Écologie : comment mieux protéger les arbres plantés hors forêt en France

La députée Aude Luquet ne compte désormais plus que sur la loi 4 D de Bérangère Abba, secrétaire d’État chargée de la Biodiversité, pour mieux défendre la cause des arbres qui grandissent hors des aires forestières protégées.

Aude Luquet tente tout pour défendre l’abattage de 132 arbres remarquables

Eh oui ! C’est selon CAUE 77, le conseil d’architecture, d’urbanisme et d’environnement de Seine-et-Marne, le nombre exact d’arbres à architecture remarque qu’on dénombre sur l’Île-de-France. Dans la liste de ces importants constituants de la biodiversité présents en Seine-et-Marne, il y en a de plus extraordinaires comme le chêne du Rocher Canon qui grandit sur un rocher dans la forêt de Fontainebleau.

D’autres encore sont centenaires, ayant des dimensions uniques. On a le Sophora Japonica à Montry, dont l’ombre embrase une aire de 1000 m2. Ce dernier arbre est tombé il y a 91 ans environ avant qu’un jardinier du château de la Haute Maison ne le relève à l’époque. Et depuis, il sert toujours les habitants du coin en oxygène et autres services vitaux.

Ces exemples n’en sont que quelques-uns parmi tant d’autres, dont il est impensable de résister à la vue de la forme originale. Cependant subsiste une interrogation : comment éviter la coupe à ces plantes ayant poussé hors forêts ?

C’est à la réponse à cette interrogation que se dévoue la députée Aude Luquet, avec le soutien particulier du Groupe national de surveillance des arbres (GNSA) et des associations. Elle a déjà soumis trois amendements dans l’objectif d’essayer de les associer au projet de loi Climat en étude à l’Assemblée nationale depuis la fin du mois passé. 

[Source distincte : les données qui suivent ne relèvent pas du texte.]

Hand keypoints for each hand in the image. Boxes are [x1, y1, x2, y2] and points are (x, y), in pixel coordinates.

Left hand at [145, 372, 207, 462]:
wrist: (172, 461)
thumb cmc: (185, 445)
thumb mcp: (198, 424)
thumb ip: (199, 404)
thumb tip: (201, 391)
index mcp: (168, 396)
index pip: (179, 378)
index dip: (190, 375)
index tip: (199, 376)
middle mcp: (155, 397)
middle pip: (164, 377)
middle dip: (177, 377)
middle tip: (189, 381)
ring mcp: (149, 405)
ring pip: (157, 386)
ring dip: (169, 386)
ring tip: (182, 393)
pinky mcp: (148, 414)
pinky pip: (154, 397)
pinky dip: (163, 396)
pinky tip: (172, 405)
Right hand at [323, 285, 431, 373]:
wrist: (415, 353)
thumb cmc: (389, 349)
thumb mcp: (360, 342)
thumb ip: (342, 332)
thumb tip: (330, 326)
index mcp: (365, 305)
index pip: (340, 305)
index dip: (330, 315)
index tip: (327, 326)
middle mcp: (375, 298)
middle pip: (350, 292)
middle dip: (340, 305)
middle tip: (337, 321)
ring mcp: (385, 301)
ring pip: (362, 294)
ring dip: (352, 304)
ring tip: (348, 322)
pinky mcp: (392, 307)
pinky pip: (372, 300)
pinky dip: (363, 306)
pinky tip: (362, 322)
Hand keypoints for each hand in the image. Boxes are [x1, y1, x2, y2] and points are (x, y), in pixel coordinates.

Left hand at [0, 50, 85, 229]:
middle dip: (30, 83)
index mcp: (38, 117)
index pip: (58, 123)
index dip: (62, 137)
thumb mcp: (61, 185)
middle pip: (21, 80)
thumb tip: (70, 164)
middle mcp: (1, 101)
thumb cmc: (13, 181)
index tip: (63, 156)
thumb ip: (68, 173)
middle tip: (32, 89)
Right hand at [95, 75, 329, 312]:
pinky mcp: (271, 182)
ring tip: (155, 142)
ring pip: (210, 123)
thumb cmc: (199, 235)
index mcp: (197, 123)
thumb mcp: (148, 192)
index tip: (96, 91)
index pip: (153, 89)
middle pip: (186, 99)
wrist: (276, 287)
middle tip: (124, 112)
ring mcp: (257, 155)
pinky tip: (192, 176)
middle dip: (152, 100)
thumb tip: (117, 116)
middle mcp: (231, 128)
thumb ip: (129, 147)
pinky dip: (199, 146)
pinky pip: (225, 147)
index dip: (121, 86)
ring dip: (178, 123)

Ces trois amendements visent premièrement à décrocher le pouvoir d’inscrire les arbres remarquables sur la liste des sites patrimoniaux remarquables. Ensuite, il s’agit de les inventorier sur l’Atlas des paysages, et de faire prendre un décret d’application de l’article L350-3 du code de l’environnement visant à défendre les alignements et allées d’arbres contre les abattages

Selon la députée, « ce décret est attendu depuis de nombreuses années par les associations de défense du patrimoine arboré afin de déterminer les règles d’application de cet article et les sanctions concrètes qui en résultent ». Car, « Les arbres hors forêt sont les premières victimes de l’artificialisation déraisonnée que nous avons pour ambition de mieux encadrer dans le projet de loi Climat », justifie-t-elle.

Mais malheureusement, les trois amendements ont été victimes de rejet parce qu’ils contiennent le mot « arbre » qui est absent dans le projet de loi Climat.

Le prochain espoir de l’élue se place sur Bérangère Abba, la secrétaire d’État chargée de la Biodiversité, qui a la volonté de traiter lesdits amendements dans le projet de loi 4D (différenciation, décentralisation, déconcentration et décomplexification).